> _Activity_: All lines below are to be transcribed exactly.

> _Records for this task_:
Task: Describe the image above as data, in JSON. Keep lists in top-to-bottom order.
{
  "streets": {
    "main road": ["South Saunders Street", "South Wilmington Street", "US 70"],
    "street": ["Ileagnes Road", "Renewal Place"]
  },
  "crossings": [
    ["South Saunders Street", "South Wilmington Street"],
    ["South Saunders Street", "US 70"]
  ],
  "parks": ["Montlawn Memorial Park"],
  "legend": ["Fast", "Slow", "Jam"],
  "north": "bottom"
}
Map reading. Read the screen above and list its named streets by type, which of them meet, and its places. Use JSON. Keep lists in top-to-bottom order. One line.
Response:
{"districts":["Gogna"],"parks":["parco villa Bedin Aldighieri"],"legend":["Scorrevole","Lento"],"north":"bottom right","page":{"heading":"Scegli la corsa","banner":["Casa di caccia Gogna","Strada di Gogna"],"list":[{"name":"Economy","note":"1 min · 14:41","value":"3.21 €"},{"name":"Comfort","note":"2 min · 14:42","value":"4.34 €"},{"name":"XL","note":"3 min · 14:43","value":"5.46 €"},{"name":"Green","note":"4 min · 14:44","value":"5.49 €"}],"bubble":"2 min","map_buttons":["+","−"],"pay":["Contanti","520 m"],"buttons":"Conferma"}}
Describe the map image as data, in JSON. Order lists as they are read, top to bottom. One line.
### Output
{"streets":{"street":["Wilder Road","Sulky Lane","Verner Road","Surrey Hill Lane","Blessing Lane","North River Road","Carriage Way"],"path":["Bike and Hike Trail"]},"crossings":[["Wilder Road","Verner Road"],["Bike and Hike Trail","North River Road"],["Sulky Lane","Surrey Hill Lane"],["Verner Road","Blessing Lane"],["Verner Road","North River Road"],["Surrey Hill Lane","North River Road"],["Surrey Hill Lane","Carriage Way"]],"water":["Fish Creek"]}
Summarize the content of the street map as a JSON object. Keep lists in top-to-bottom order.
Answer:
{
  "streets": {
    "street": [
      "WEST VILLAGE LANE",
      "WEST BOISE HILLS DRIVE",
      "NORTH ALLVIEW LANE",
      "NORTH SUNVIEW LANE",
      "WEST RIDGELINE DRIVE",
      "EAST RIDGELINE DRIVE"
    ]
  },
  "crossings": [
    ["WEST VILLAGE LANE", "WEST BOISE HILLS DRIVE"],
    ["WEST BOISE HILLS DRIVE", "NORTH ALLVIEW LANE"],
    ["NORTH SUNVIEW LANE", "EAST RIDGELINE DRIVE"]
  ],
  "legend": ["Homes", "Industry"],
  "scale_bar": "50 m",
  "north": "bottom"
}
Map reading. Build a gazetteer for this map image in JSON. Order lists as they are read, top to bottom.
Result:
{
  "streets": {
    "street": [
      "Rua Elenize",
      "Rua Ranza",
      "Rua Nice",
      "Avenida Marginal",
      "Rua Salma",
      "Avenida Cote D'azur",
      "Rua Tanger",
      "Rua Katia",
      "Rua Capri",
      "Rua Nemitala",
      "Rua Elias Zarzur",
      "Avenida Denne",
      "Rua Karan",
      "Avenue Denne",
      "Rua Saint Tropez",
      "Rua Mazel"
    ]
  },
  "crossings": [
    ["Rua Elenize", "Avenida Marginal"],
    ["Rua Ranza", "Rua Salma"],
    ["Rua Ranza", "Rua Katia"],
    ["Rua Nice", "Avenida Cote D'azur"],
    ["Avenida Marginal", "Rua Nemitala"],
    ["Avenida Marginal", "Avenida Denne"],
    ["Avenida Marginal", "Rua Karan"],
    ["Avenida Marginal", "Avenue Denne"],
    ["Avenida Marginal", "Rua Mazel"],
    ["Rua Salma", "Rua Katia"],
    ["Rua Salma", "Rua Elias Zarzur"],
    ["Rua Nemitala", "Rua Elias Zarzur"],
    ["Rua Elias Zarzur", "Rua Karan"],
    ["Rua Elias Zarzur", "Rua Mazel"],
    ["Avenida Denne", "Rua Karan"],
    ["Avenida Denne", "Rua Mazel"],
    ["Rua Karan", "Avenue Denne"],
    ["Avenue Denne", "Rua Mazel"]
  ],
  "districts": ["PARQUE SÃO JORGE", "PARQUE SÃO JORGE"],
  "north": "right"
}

> _Problem solution_:
Task: Describe the image above as data, in JSON. Keep lists in top-to-bottom order.
{
  "streets": {
    "main road": ["South Saunders Street", "South Wilmington Street", "US 70"],
    "street": ["Ileagnes Road", "Renewal Place"]
  },
  "crossings": [
    ["South Saunders Street", "South Wilmington Street"],
    ["South Saunders Street", "US 70"]
  ],
  "parks": ["Montlawn Memorial Park"],
  "legend": ["Fast", "Slow", "Jam"],
  "north": "bottom"
}
Map reading. Read the screen above and list its named streets by type, which of them meet, and its places. Use JSON. Keep lists in top-to-bottom order. One line.
Response:
{"districts":["Gogna"],"parks":["parco villa Bedin Aldighieri"],"legend":["Scorrevole","Lento"],"north":"bottom right","page":{"heading":"Scegli la corsa","banner":["Casa di caccia Gogna","Strada di Gogna"],"list":[{"name":"Economy","note":"1 min · 14:41","value":"3.21 €"},{"name":"Comfort","note":"2 min · 14:42","value":"4.34 €"},{"name":"XL","note":"3 min · 14:43","value":"5.46 €"},{"name":"Green","note":"4 min · 14:44","value":"5.49 €"}],"bubble":"2 min","map_buttons":["+","−"],"pay":["Contanti","520 m"],"buttons":"Conferma"}}
Describe the map image as data, in JSON. Order lists as they are read, top to bottom. One line.
### Output
{"streets":{"street":["Wilder Road","Sulky Lane","Verner Road","Surrey Hill Lane","Blessing Lane","North River Road","Carriage Way"],"path":["Bike and Hike Trail"]},"crossings":[["Wilder Road","Verner Road"],["Bike and Hike Trail","North River Road"],["Sulky Lane","Surrey Hill Lane"],["Verner Road","Blessing Lane"],["Verner Road","North River Road"],["Surrey Hill Lane","North River Road"],["Surrey Hill Lane","Carriage Way"]],"water":["Fish Creek"]}
Summarize the content of the street map as a JSON object. Keep lists in top-to-bottom order.
Answer:
{
  "streets": {
    "street": [
      "WEST VILLAGE LANE",
      "WEST BOISE HILLS DRIVE",
      "NORTH ALLVIEW LANE",
      "NORTH SUNVIEW LANE",
      "WEST RIDGELINE DRIVE",
      "EAST RIDGELINE DRIVE"
    ]
  },
  "crossings": [
    ["WEST VILLAGE LANE", "WEST BOISE HILLS DRIVE"],
    ["WEST BOISE HILLS DRIVE", "NORTH ALLVIEW LANE"],
    ["NORTH SUNVIEW LANE", "EAST RIDGELINE DRIVE"]
  ],
  "legend": ["Homes", "Industry"],
  "scale_bar": "50 m",
  "north": "bottom"
}
Map reading. Build a gazetteer for this map image in JSON. Order lists as they are read, top to bottom.
Result:
{
  "streets": {
    "street": [
      "Rua Elenize",
      "Rua Ranza",
      "Rua Nice",
      "Avenida Marginal",
      "Rua Salma",
      "Avenida Cote D'azur",
      "Rua Tanger",
      "Rua Katia",
      "Rua Capri",
      "Rua Nemitala",
      "Rua Elias Zarzur",
      "Avenida Denne",
      "Rua Karan",
      "Avenue Denne",
      "Rua Saint Tropez",
      "Rua Mazel"
    ]
  },
  "crossings": [
    ["Rua Elenize", "Avenida Marginal"],
    ["Rua Ranza", "Rua Salma"],
    ["Rua Ranza", "Rua Katia"],
    ["Rua Nice", "Avenida Cote D'azur"],
    ["Avenida Marginal", "Rua Nemitala"],
    ["Avenida Marginal", "Avenida Denne"],
    ["Avenida Marginal", "Rua Karan"],
    ["Avenida Marginal", "Avenue Denne"],
    ["Avenida Marginal", "Rua Mazel"],
    ["Rua Salma", "Rua Katia"],
    ["Rua Salma", "Rua Elias Zarzur"],
    ["Rua Nemitala", "Rua Elias Zarzur"],
    ["Rua Elias Zarzur", "Rua Karan"],
    ["Rua Elias Zarzur", "Rua Mazel"],
    ["Avenida Denne", "Rua Karan"],
    ["Avenida Denne", "Rua Mazel"],
    ["Rua Karan", "Avenue Denne"],
    ["Avenue Denne", "Rua Mazel"]
  ],
  "districts": ["PARQUE SÃO JORGE", "PARQUE SÃO JORGE"],
  "north": "right"
}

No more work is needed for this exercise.